A long term work has then started in order to "make speak" the planktonic DNA of all these samples. The analysis of these 58 "metagenomes" - the name given by scientists to all the DNA from millions of plankton genomes sequenced in bulk - revealed two remarkable aspects of this singular life. On the one hand: "We did not suspect to what extent the composition of this plankton, largely made up of bacteria, could differ from one place to another, and even between two sites that are quite close," says Pascal Hingamp.

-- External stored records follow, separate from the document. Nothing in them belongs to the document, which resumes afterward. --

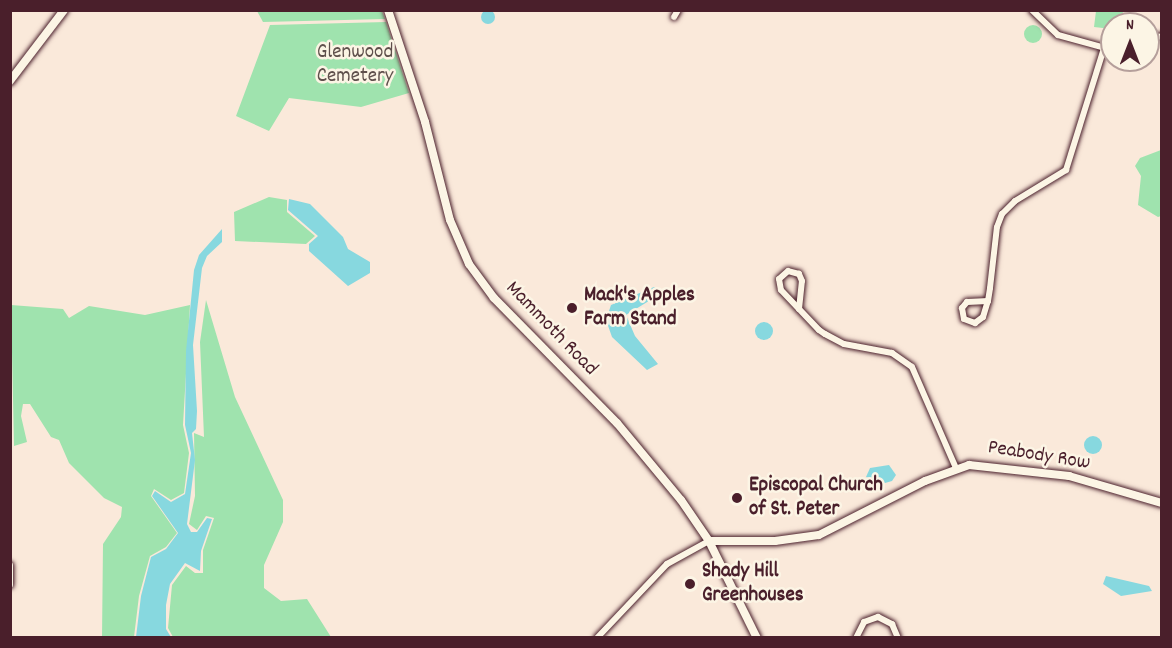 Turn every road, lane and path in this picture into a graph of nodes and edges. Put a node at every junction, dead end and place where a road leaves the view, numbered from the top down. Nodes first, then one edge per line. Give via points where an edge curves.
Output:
1 (64, 10) edge
2 (388, 10) edge
3 (678, 10) edge
4 (1032, 10) edge
5 (674, 17) dead end
6 (1100, 50) edge
7 (1100, 60) edge
8 (10, 81) edge
9 (988, 301) junction
10 (799, 309) junction
11 (956, 468) junction
12 (1161, 503) edge
13 (709, 541) junction
14 (10, 565) edge
15 (10, 585) edge
16 (597, 638) edge
17 (757, 638) edge
18 (856, 638) edge
19 (898, 638) edge

1 - 8 street
2 - 13 main road, Mammoth Road via 426,122 450,220 469,264 511,316 628,436
3 - 5 street
4 - 6 street via 1058,35
7 - 9 street via 1064,173 1015,201 999,221
9 - 9 street via 981,320 971,323 964,319 962,308 967,302
10 - 10 street via 780,287 781,276 788,272 796,272 802,281
10 - 11 street via 830,338 892,353 912,367
11 - 12 street, Peabody Row via 993,465 1069,476
11 - 13 street, Peabody Row via 819,535 775,541
13 - 16 street via 667,564
13 - 17 main road, Mammoth Road
14 - 15 street
18 - 19 street via 864,622 878,617 892,624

In fact, although the first analyses of DNA in the abyss had already shed some light, this is the first time that oceanologists have such an atlas that allows them to appreciate this diversity on a global scale. "This is all the more surprising since living conditions may seem relatively homogeneous at this depth, regardless of where you are," he says.

"Organic snow"

On the other hand, by reconstructing, gene by gene, the metabolisms present within these planktonic communities, scientists have been able to find clues that could explain a previously troubling observation: "Measurements of the level of respiration already suggested an activity of planktonic populations more important than the nutritive resources they receive," he recalls. These communities are supposed to feed on the "organic snow" that falls on them from the surface - in other words, the waste products of other marine life. However, scientists have confirmed that this plankton is indeed endowed with a metabolism capable of making its "honey" from local inorganic matter in order to fix the precious carbon - a fundamental atom of living processes. "And we are still far from having explored all the richness of these data," says Pascal Hingamp.